▶ _Exercise_
Show each line from the records below in which the word "lane" occurs.
##### Data for analysis #####
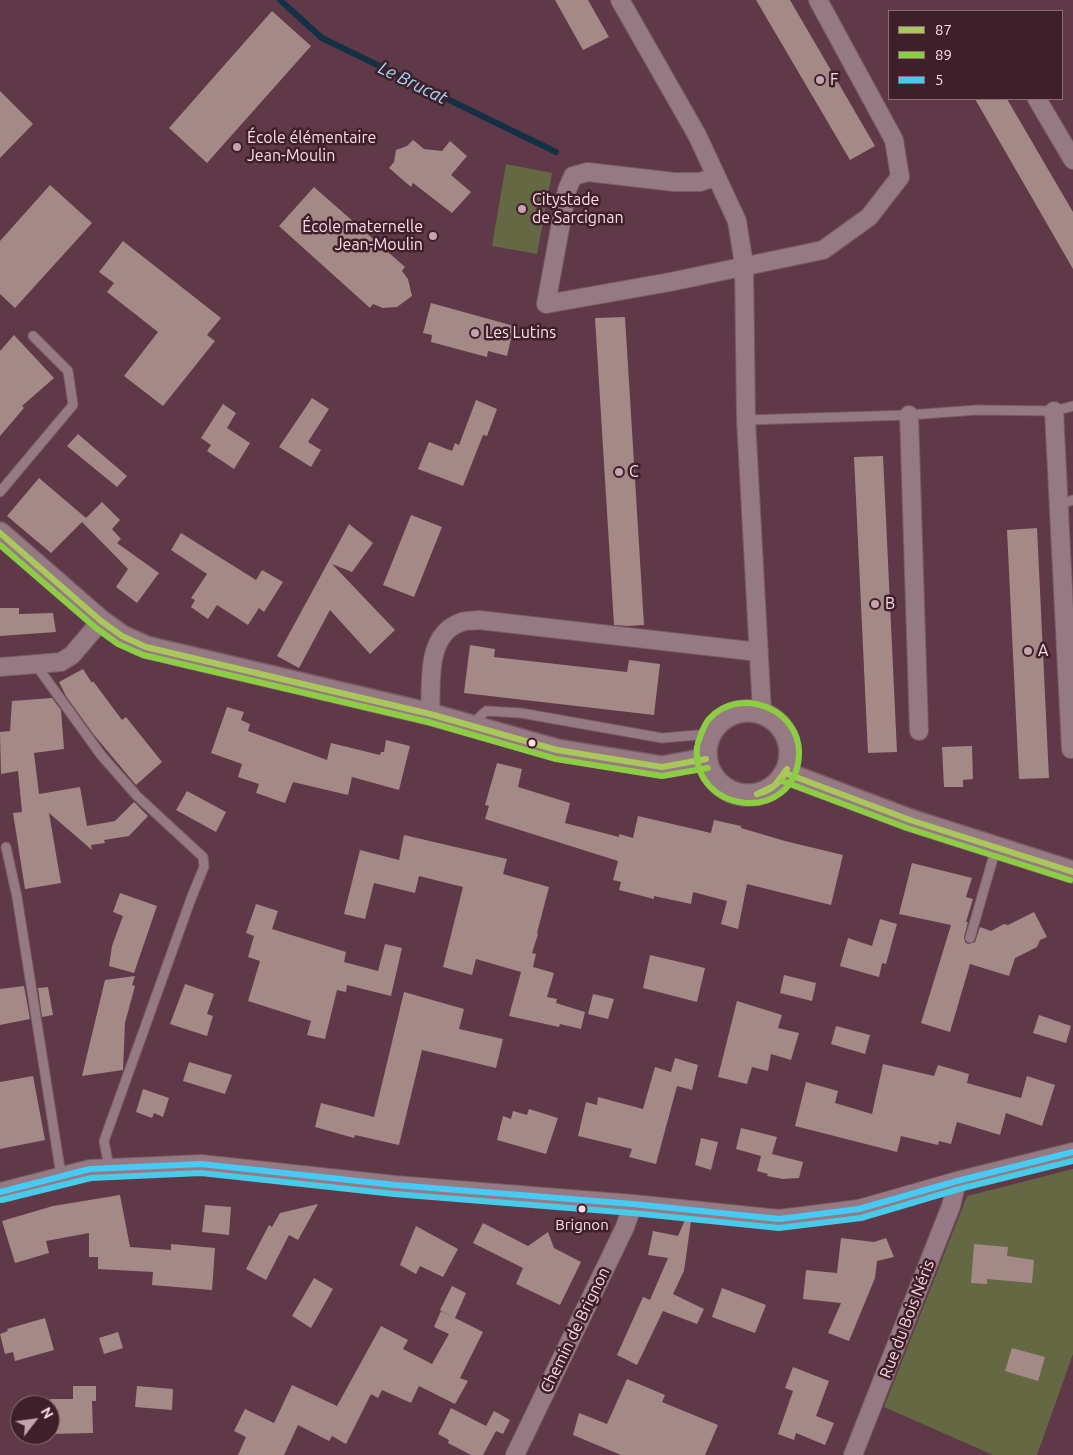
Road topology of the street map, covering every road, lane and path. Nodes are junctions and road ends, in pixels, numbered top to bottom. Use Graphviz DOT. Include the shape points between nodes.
graph roads {
  1 [pos="620,0"];
  2 [pos="818,0"];
  3 [pos="1038,100"];
  4 [pos="1073,160"];
  5 [pos="715,177"];
  6 [pos="744,265"];
  7 [pos="33,336"];
  8 [pos="1073,406"];
  9 [pos="1054,411"];
  10 [pos="908,415"];
  11 [pos="746,420"];
  12 [pos="0,492"];
  13 [pos="1066,502"];
  14 [pos="0,533"];
  15 [pos="101,621"];
  16 [pos="758,652"];
  17 [pos="36,665"];
  18 [pos="0,667"];
  19 [pos="762,712"];
  20 [pos="430,714"];
  21 [pos="470,726"];
  22 [pos="919,730"];
  23 [pos="710,734"];
  24 [pos="1071,749"];
  25 [pos="706,760"];
  26 [pos="785,774"];
  27 [pos="6,847"];
  28 [pos="996,848"];
  29 [pos="1073,872"];
  30 [pos="970,938"];
  31 [pos="1073,1152"];
  32 [pos="109,1167"];
  33 [pos="61,1175"];
  34 [pos="957,1181"];
  35 [pos="0,1192"];
  36 [pos="633,1204"];
  37 [pos="514,1455"];
  38 [pos="853,1455"];
  1 -- 5 [label="street" via="697,135"];
  2 -- 6 [label="street" via="894,140 900,177 870,217 823,250"];
  3 -- 4 [label="street"];
  5 -- 6 [label="street" via="737,221"];
  5 -- 6 [label="street" via="700,182 674,182 588,172 573,176 567,190 546,304"];
  6 -- 11 [label="street"];
  7 -- 12 [label="lane" via="68,371 73,405"];
  8 -- 9 [label="lane"];
  9 -- 10 [label="lane" via="977,410"];
  9 -- 13 [label="street"];
  10 -- 11 [label="lane"];
  10 -- 22 [label="street"];
  11 -- 16 [label="street"];
  13 -- 24 [label="street"];
  14 -- 15 [label="street"];
  15 -- 17 [label="street" via="72,655 61,662"];
  15 -- 20 [label="street" via="146,647"];
  16 -- 19 [label="street"];
  16 -- 20 [label="street" via="479,620 461,622 446,630 438,640 433,657"];
  17 -- 18 [label="street"];
  17 -- 32 [label="lane" via="101,755 137,796 203,857 204,868 104,1141"];
  19 -- 23 [label="street" via="750,710 726,716"];
  19 -- 26 [label="street" via="782,727 788,738 789,762"];
  20 -- 21 [label="street"];
  21 -- 23 [label="lane" via="486,712 521,712 662,738"];
  21 -- 25 [label="street" via="557,750 662,767"];
  23 -- 25 [label="street"];
  25 -- 26 [label="street" via="718,782 741,794 754,795 766,791"];
  26 -- 28 [label="street"];
  27 -- 33 [label="lane" via="19,907"];
  28 -- 29 [label="street"];
  28 -- 30 [label="lane"];
  31 -- 34 [label="street"];
  32 -- 33 [label="street"];
  32 -- 36 [label="street" via="201,1164 395,1185"];
  33 -- 35 [label="street"];
  34 -- 36 [label="street" via="859,1209 779,1219"];
  34 -- 38 [label="street, Rue du Bois Néris" via="951,1206"];
  36 -- 37 [label="street, Chemin de Brignon" via="625,1227"];
}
#####
▶ _Answer box_
Road topology of the street map, covering every road, lane and path. Nodes are junctions and road ends, in pixels, numbered top to bottom. Use Graphviz DOT. Include the shape points between nodes.
  7 -- 12 [label="lane" via="68,371 73,405"];
  8 -- 9 [label="lane"];
  9 -- 10 [label="lane" via="977,410"];
  10 -- 11 [label="lane"];
  17 -- 32 [label="lane" via="101,755 137,796 203,857 204,868 104,1141"];
  21 -- 23 [label="lane" via="486,712 521,712 662,738"];
  27 -- 33 [label="lane" via="19,907"];
  28 -- 30 [label="lane"];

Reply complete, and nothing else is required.